Please don’t get me wrong, for I am deeply humbled that men and women in uniform are seen as heroes. I know many in the CF who remember and would not return to the days, after Somalia, when they never wore their uniforms in public. I merely wish that there was more honesty in much of our talk about heroism and service. I can’t help but think that true heroism and service, for the rich and for the poor alike, could be better measured by accepting without complaint the call to serve in the military, whether through a national service scheme or through conscription in time of war. That might make our talk of heroism more meaningful.

0 Responses

  1. Very thought-provoking, Padre. I'd certainly agree the word 'hero' is grossly overused nowadays – both in and out of the military.

    Watching a bit of the 24hr coverage of the Olympic Torch's tour through the UK, two carriers caught my eye – one, an old man with Alzheimer's who carried the torch, whereupon he 'walked' using 'the power of sport' (BBC's words) and was therefore a 'hero'. Inspiring, yes, certainly. Heroic, no.

    The fact that he earned the same title as Cpl Ricky Fergusson, a UK soldier from 4 RIFLES who lost both legs, an eye and the fingers from both hands in an IED blast in Afghanistan, is confusing. He won the Military Cross saving the lives of his comrades. Not depreciating the achievements of the Alzheimer's sufferer, it's just about using the word more accurately and sparingly.

    People think in black and white – either you're a 'hero', and if someone says you're not, then you must be a 'coward'. Not true.
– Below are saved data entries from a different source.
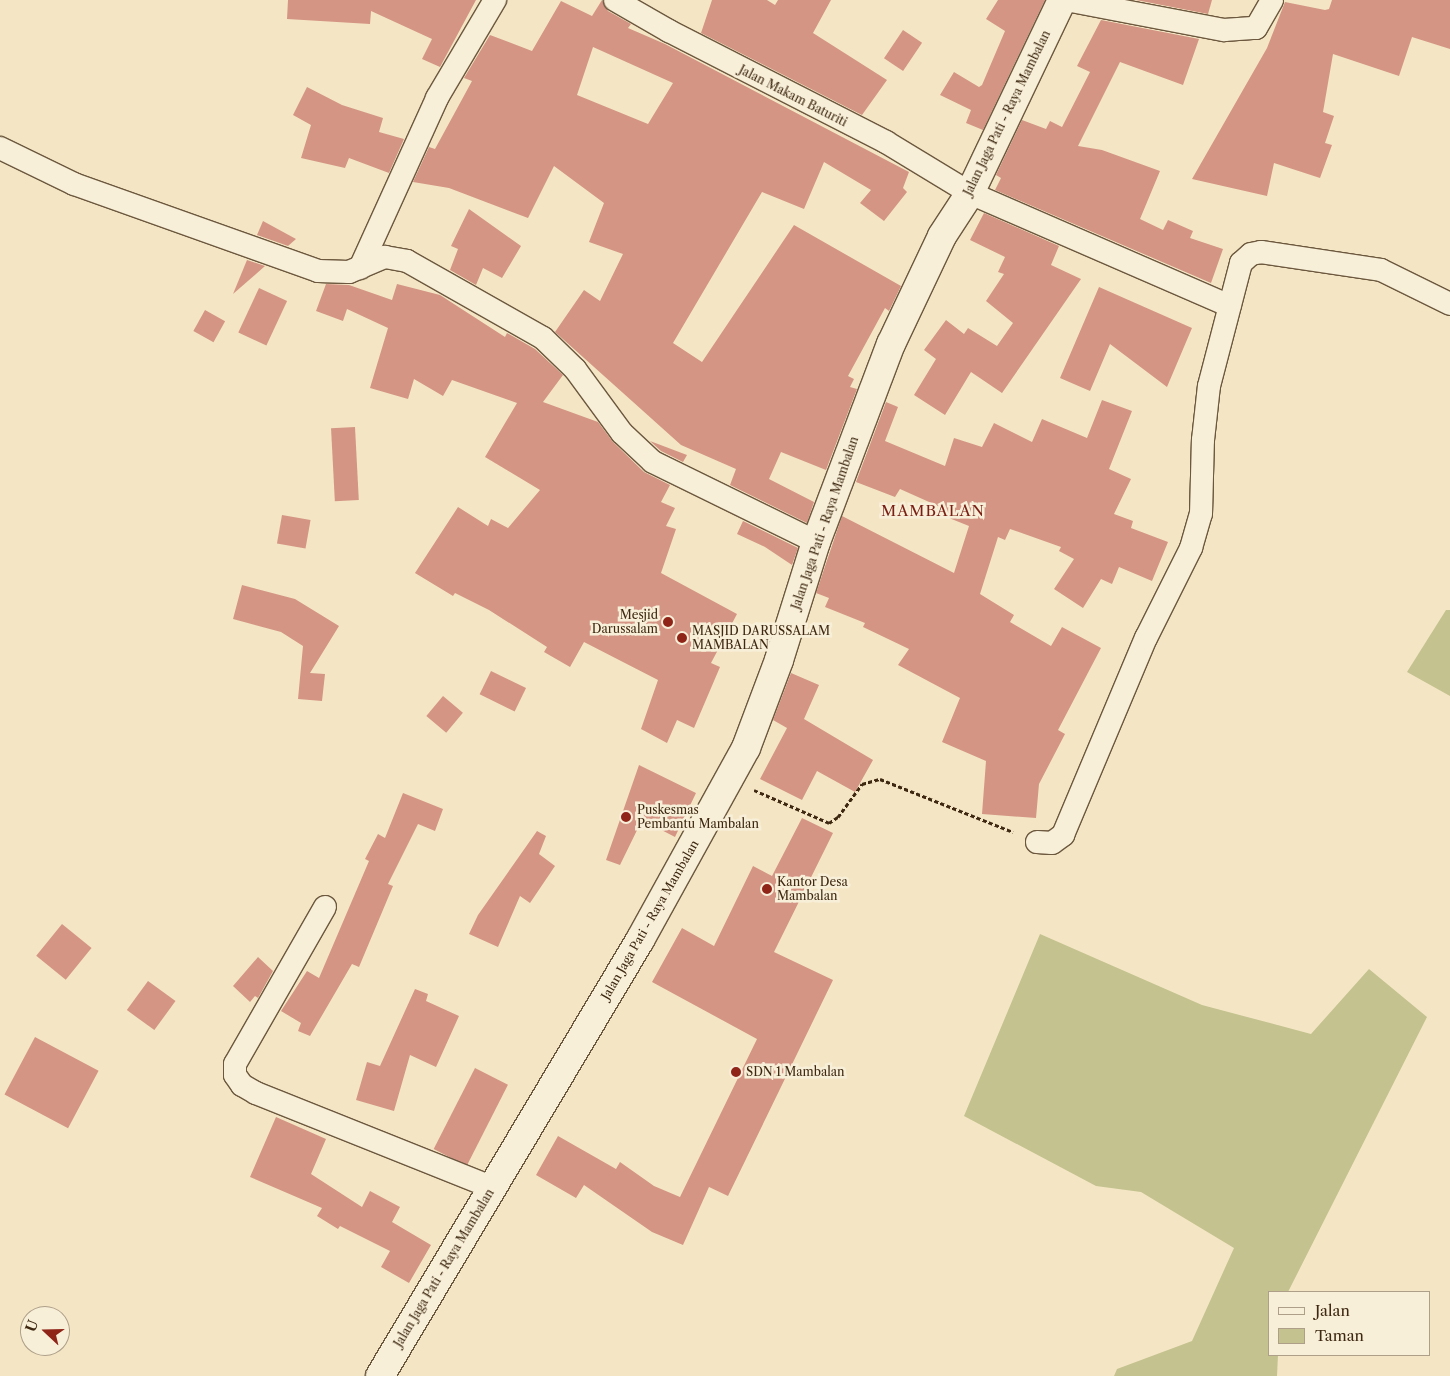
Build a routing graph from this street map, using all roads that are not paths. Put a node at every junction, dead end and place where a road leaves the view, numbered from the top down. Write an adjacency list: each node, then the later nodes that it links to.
1 (495, 0): 8 (street)
2 (615, 0): 7 (street, Jalan Makam Baturiti)
3 (1062, 0): 7 (street, Jalan Jaga Pati - Raya Mambalan)
4 (1066, 0): 5 (street)
5 (1272, 0)
6 (0, 148): 8 (street)
7 (970, 193): 10 (street, Jalan Makam Baturiti); 11 (street, Jalan Jaga Pati - Raya Mambalan)
8 (360, 268): 11 (street)
9 (1450, 304): 10 (street)
10 (1230, 306): 12 (street)
11 (816, 542): 14 (street, Jalan Jaga Pati - Raya Mambalan)
12 (1037, 842)
13 (325, 907): 14 (street)
14 (493, 1188): 15 (street, Jalan Jaga Pati - Raya Mambalan)
15 (380, 1376)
Just because you might push paper in a rear-line base doesn't detract from the service you're giving to your country; the media should just stop devaluing the word.

  2. Well said.
    I've always been uncomfortable when some guy who gets killed in an unfortunate traffic incident while deloyed is called a 'hero' in the press. But we do have a very black-white media and society. Subtlties aren't very popular.
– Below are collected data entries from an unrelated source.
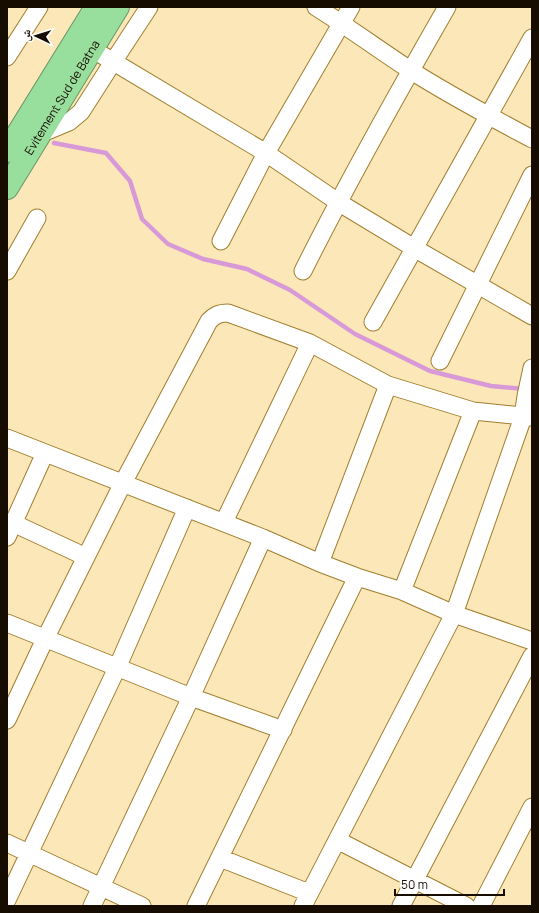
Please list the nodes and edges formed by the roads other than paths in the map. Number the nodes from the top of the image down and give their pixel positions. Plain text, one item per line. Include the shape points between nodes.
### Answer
1 (39, 7) edge
2 (96, 7) edge
3 (118, 7) edge
4 (149, 7) edge
5 (316, 7) edge
6 (351, 7) edge
7 (447, 7) edge
8 (342, 23) junction
9 (532, 39) edge
10 (92, 48) junction
11 (7, 57) edge
12 (113, 62) junction
13 (410, 70) junction
14 (488, 116) junction
15 (40, 134) junction
16 (532, 139) edge
17 (7, 151) edge
18 (266, 153) junction
19 (532, 175) edge
20 (7, 188) edge
21 (338, 202) junction
22 (37, 218) dead end
23 (221, 241) dead end
24 (414, 248) junction
25 (7, 271) edge
26 (303, 271) dead end
27 (477, 285) junction
28 (532, 316) edge
29 (373, 322) dead end
30 (310, 343) junction
31 (440, 361) dead end
32 (532, 368) edge
33 (388, 385) junction
34 (473, 411) junction
35 (528, 417) edge
36 (7, 438) edge
37 (45, 453) junction
38 (123, 483) junction
39 (187, 508) junction
40 (224, 522) junction
41 (10, 530) edge
42 (263, 538) junction
43 (86, 557) junction
44 (320, 563) junction
45 (357, 577) junction
46 (402, 591) junction
47 (454, 614) junction
48 (7, 623) edge
49 (45, 639) junction
50 (532, 641) edge
51 (532, 656) edge
52 (117, 668) junction
53 (190, 697) junction
54 (7, 720) edge
55 (283, 730) junction
56 (532, 807) edge
57 (337, 840) junction
58 (7, 843) edge
59 (30, 853) junction
60 (220, 858) junction
61 (414, 879) junction
62 (102, 887) junction
63 (7, 900) edge
64 (306, 900) edge
65 (92, 906) edge
66 (142, 906) edge
67 (196, 906) edge
68 (400, 906) edge
69 (466, 906) edge
70 (481, 906) edge

1 - 11 street
2 - 17 highway, Evitement Sud de Batna
3 - 10 highway, Evitement Sud de Batna
4 - 12 street
5 - 8 street
6 - 8 street
7 - 13 street
8 - 13 street
8 - 18 street
9 - 14 street
10 - 12 street
10 - 15 highway, Evitement Sud de Batna
12 - 15 street via 81,112 69,122
12 - 18 street
13 - 14 street
13 - 21 street
14 - 16 street
14 - 24 street
15 - 20 highway, Evitement Sud de Batna
18 - 21 street
18 - 23 street
19 - 27 street
21 - 24 street
21 - 26 street
22 - 25 street
24 - 27 street
24 - 29 street
27 - 28 street
27 - 31 street
30 - 33 street
30 - 38 street via 228,313 214,316
30 - 40 street
32 - 35 street
33 - 34 street
33 - 44 street
34 - 35 street
34 - 46 street
35 - 47 street
36 - 37 street
37 - 38 street
37 - 41 street
38 - 39 street
38 - 43 street
39 - 40 street
39 - 52 street
40 - 42 street
41 - 43 street
42 - 44 street
42 - 53 street
43 - 49 street
44 - 45 street
45 - 46 street
45 - 55 street
46 - 47 street
47 - 50 street
47 - 57 street
48 - 49 street
49 - 52 street
49 - 54 street
51 - 61 street
52 - 53 street
52 - 59 street
53 - 55 street
53 - 62 street
55 - 60 street
56 - 70 street
57 - 61 street
57 - 64 street
58 - 59 street
59 - 62 street
59 - 63 street
60 - 64 street
60 - 67 street
61 - 68 street
61 - 69 street
62 - 65 street
62 - 66 street

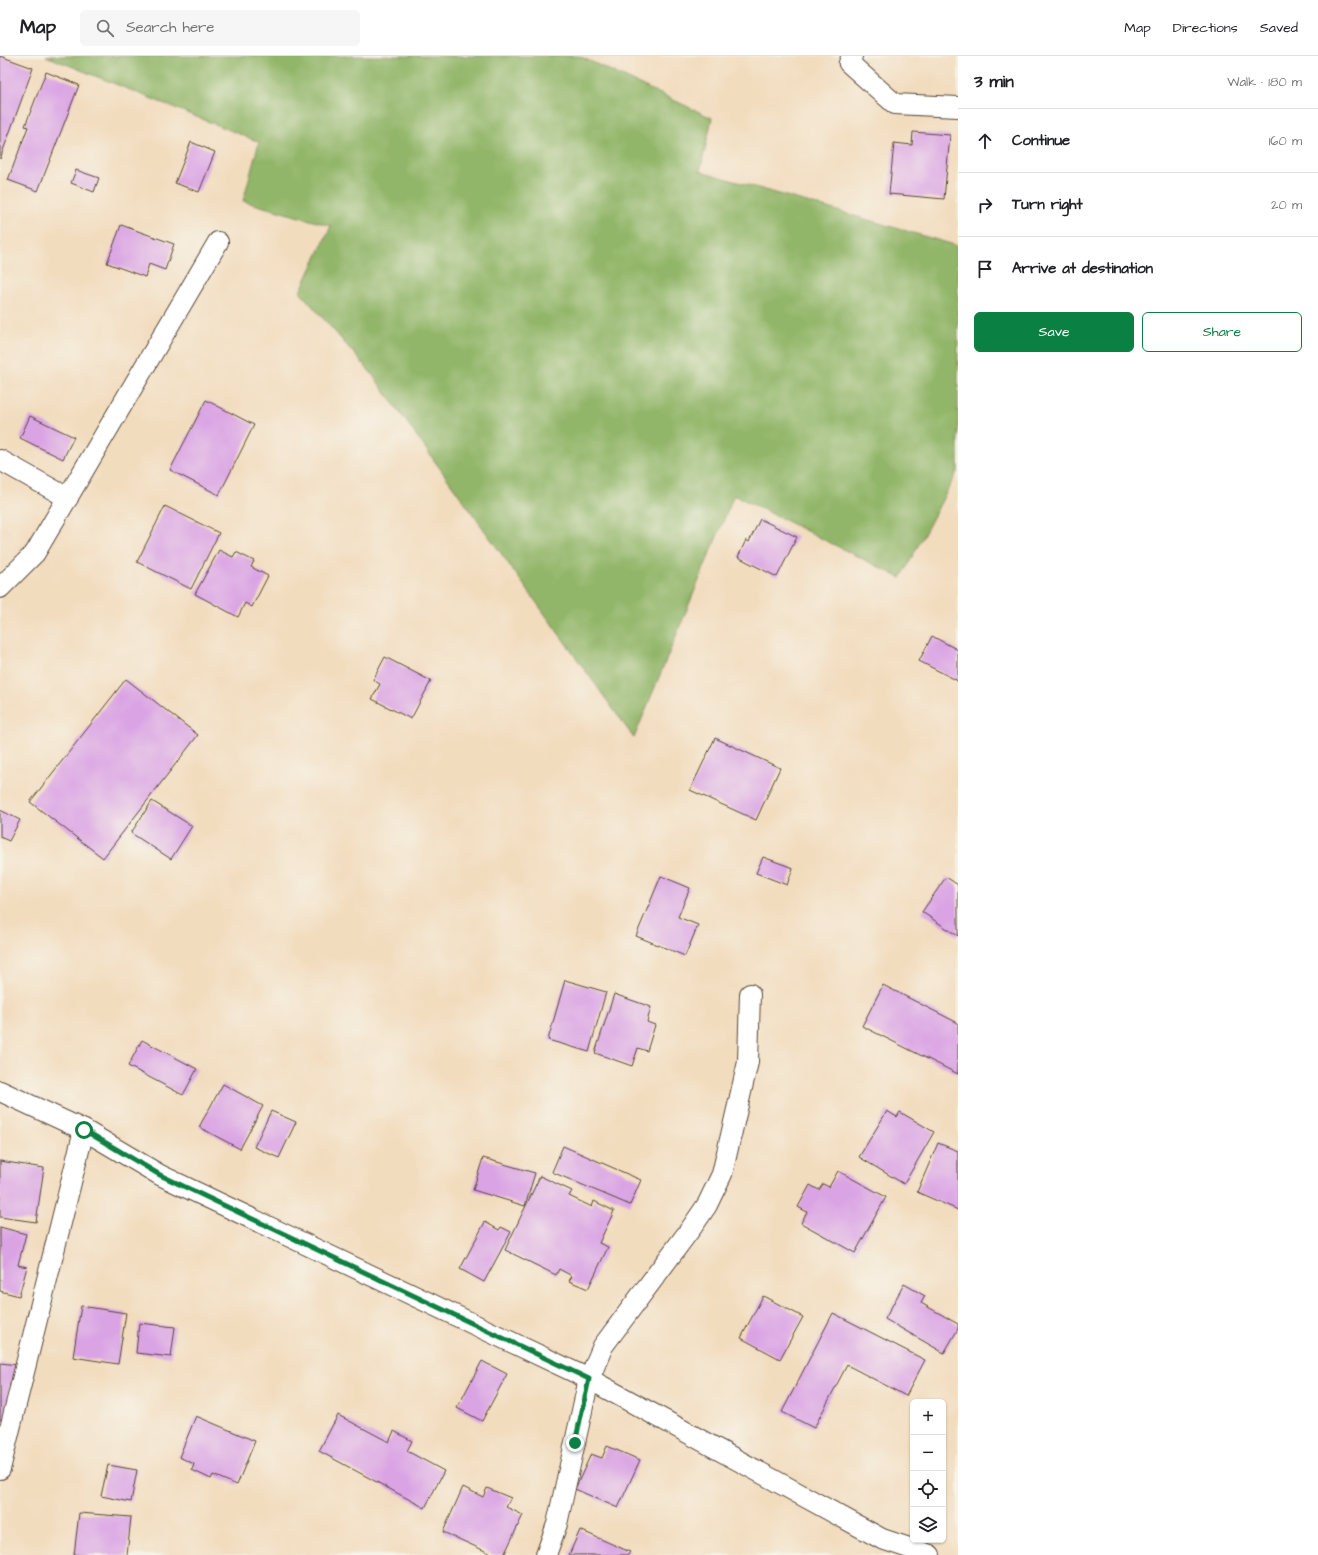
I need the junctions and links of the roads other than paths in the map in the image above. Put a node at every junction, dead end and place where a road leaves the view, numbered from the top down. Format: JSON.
{"nodes":[{"id":1,"x":852,"y":56,"type":"edge"},
{"id":2,"x":958,"y":107,"type":"edge"},
{"id":3,"x":218,"y":242,"type":"dead end"},
{"id":4,"x":0,"y":460,"type":"edge"},
{"id":5,"x":68,"y":498,"type":"junction"},
{"id":6,"x":0,"y":588,"type":"edge"},
{"id":7,"x":750,"y":994,"type":"dead end"},
{"id":8,"x":0,"y":1091,"type":"edge"},
{"id":9,"x":84,"y":1130,"type":"junction"},
{"id":10,"x":589,"y":1379,"type":"junction"},
{"id":11,"x":0,"y":1469,"type":"edge"},
{"id":12,"x":546,"y":1555,"type":"edge"},
{"id":13,"x":930,"y":1555,"type":"edge"}],
"edges":[{"from":1,"to":2,"type":"street"},
{"from":3,"to":5,"type":"street"},
{"from":4,"to":5,"type":"street"},
{"from":5,"to":6,"type":"street"},
{"from":7,"to":10,"type":"street"},
{"from":8,"to":9,"type":"street"},
{"from":9,"to":10,"type":"street"},
{"from":9,"to":11,"type":"street"},
{"from":10,"to":12,"type":"street"},
{"from":10,"to":13,"type":"street"}]}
  3. Its an attitide that been around forever; to quote Kipling

    O it's Tommy this, an' Tommy that, an' "Tommy, go away";
    But it's "Thank you, Mister Atkins", when the band begins to play,


    We aren't no thin red 'eroes, nor we aren't no blackguards too,

    On the other hand, the generation that was raised on Kipling signed up in great numbers when war did come; if the governments that sent them deserved their willingness is another thing entirely.

  4. @James: agreed. In your example, there is something admirable about the unfortunate soldier killed overseas in a mundane accident, in that he or she accepted the military ethic of Unlimited Liability, meaning that service might cost them their life. Is the cae you put more admirable than someone who takes dangerous work to feed their family and then dies in an industrial accident? Not really. I would argue. Both incidents are regrettable and perhaps the circumstances behind those accidents can be addressed. Is either person a hero? I would say not.

    @Lentulus. I was thinking about Kipling when I wrote that post. His Tommy was addressed to attitudes about the regular army, the troops known in 1914 as the old contemptibles. The millions of volunteers who followed them in the so called Kitchener army went with high motives, as you say. What a pity the Great War was so unworthy of their courage and lives.